The number of American students studying abroad appears to increase significantly on an annual basis. Although there is not enough research to understand the cause, anecdotal evidence suggests that this “Millennial” generation of students understands the primary need to understand others who differ from themselves in order to succeed in business, politics, and global luxury in general.
The IIE Doors Open 2008 report indicates that in 2006-2007, studies abroad for American students increased 8% compared to the previous year and with an increase of nearly 150% since 1996-97. The IIE Open Doors report has been the primary source for enrollment in international education in the United States for several decades. However, it is not certain that the large increase in data related to participation in study abroad was simply not the result of improved data collection and better communication efforts over the past decade.
The 2008 Open Doors report also indicates that students from the United States are taking part in programs in more diverse geographic locations, as they see an increase in the number of study destinations abroad. “The number of American students studying in China, Argentina, South Africa, Ecuador and India has increased by more than 20% over the previous year.”
However, the “Open Doors 2008” report shows little participation in Cyprus. Why should an American student explore Cyprus as a relevant and meaningful destination for studying abroad?
So, if participation in study abroad is increasing and students are increasingly looking for “unconventional” places, then why are so few American students studying abroad in Cyprus? Informal reports indicate that prior to 2005, fewer than five (5) American students were studying abroad in Cyprus each year.
We can only speculate on the reasons why Cyprus was not previously a popular place to study abroad for American students. But some key predictions include:
- Few Americans know Cyprus well
- Given that the first language in Cyprus is the Greek language, many American students and study advisors abroad may mistakenly assume that if students were not fluent in modern Greek, they would not be able to study in an institution. Cypriot higher education.
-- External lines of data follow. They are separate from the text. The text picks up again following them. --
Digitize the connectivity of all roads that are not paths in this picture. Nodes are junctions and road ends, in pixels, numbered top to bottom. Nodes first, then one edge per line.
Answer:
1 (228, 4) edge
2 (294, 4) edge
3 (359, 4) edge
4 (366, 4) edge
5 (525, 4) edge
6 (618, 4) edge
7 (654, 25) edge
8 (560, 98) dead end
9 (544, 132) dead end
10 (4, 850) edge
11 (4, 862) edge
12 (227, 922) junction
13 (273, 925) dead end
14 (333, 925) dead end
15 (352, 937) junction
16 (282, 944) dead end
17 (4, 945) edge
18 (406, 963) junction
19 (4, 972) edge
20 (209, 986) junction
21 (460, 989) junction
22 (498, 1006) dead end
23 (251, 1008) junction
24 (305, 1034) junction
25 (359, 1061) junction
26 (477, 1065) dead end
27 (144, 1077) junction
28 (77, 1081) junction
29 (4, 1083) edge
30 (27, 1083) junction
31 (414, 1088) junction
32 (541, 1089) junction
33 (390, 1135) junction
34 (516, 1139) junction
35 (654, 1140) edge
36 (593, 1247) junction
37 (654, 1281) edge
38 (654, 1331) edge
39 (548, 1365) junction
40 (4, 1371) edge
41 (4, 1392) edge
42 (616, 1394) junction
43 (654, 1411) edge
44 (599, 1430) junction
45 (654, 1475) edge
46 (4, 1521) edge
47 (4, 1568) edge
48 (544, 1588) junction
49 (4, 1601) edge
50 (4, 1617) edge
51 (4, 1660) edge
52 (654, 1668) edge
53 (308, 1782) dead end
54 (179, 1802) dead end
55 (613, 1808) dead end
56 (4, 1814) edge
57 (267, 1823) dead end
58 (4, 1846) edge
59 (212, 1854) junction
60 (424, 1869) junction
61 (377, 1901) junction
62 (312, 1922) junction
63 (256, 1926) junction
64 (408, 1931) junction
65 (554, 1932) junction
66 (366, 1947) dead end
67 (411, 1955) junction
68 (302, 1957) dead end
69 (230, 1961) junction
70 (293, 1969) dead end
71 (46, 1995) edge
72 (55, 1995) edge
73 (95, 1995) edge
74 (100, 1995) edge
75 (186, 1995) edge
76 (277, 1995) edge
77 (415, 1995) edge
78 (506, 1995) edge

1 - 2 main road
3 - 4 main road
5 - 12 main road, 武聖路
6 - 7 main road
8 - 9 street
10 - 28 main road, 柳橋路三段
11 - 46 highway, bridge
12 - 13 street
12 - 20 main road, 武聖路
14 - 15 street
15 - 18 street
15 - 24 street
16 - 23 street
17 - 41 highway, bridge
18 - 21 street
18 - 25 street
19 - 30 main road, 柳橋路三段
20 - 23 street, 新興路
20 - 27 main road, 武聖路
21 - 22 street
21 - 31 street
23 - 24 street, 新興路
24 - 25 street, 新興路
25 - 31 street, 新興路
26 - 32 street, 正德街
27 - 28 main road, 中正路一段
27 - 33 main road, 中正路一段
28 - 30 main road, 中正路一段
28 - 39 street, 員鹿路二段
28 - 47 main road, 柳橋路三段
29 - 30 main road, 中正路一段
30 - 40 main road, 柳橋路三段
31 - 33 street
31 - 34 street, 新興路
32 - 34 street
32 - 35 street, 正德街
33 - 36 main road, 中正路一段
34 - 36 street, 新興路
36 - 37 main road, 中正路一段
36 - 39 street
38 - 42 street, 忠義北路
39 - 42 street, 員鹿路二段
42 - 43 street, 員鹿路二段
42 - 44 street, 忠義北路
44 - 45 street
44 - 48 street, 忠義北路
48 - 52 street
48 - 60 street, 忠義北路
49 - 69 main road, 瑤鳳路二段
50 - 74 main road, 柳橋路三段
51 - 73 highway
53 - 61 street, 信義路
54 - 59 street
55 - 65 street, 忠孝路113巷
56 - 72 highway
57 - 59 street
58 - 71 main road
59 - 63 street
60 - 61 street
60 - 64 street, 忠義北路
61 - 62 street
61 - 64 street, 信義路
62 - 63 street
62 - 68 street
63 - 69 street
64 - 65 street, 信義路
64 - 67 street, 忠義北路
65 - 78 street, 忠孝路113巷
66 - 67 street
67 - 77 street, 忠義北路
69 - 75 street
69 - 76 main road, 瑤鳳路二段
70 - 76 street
- There are very few colleges and universities in Cyprus
- Cypriot institutions have not promoted themselves in the American study market abroad
- Because Cyprus is a bicultural community divided by a United Nations demilitarized zone, some may think that Cyprus is a dangerous place
- Because Cyprus is very close to the “Middle East”, some may think it is an Arab country and / or may face security problems related to the “Middle East” countries.
An advanced investigation is not required to know that most of these alleged obstacles to studying abroad in Cyprus should not be obstacles at all.